Task item: Within the material below, how many lines contain the word "Connelly"? Give that number only.

Start of Data in this exercise

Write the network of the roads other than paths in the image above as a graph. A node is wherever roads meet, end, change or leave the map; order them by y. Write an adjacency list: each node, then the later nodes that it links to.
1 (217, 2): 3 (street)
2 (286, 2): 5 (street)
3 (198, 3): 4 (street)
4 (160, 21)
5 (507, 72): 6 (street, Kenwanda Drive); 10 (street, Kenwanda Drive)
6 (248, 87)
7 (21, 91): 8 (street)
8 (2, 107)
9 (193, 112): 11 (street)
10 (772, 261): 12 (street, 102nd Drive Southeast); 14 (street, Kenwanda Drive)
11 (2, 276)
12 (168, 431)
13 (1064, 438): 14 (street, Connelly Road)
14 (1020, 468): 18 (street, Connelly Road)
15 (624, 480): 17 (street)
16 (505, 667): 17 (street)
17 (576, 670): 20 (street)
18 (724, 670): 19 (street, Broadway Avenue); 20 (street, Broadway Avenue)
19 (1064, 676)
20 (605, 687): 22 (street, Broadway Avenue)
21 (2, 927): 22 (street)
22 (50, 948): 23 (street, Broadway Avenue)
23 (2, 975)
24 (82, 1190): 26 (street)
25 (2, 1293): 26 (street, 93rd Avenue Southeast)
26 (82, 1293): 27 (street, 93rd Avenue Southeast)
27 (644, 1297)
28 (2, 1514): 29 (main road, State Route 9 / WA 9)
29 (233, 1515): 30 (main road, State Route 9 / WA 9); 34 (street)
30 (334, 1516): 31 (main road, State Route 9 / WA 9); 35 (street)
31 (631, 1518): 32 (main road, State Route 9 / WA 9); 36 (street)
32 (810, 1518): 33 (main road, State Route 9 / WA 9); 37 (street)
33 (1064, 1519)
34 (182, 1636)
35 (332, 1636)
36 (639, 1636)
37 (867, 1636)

End of Data in this exercise

Exercise result: 2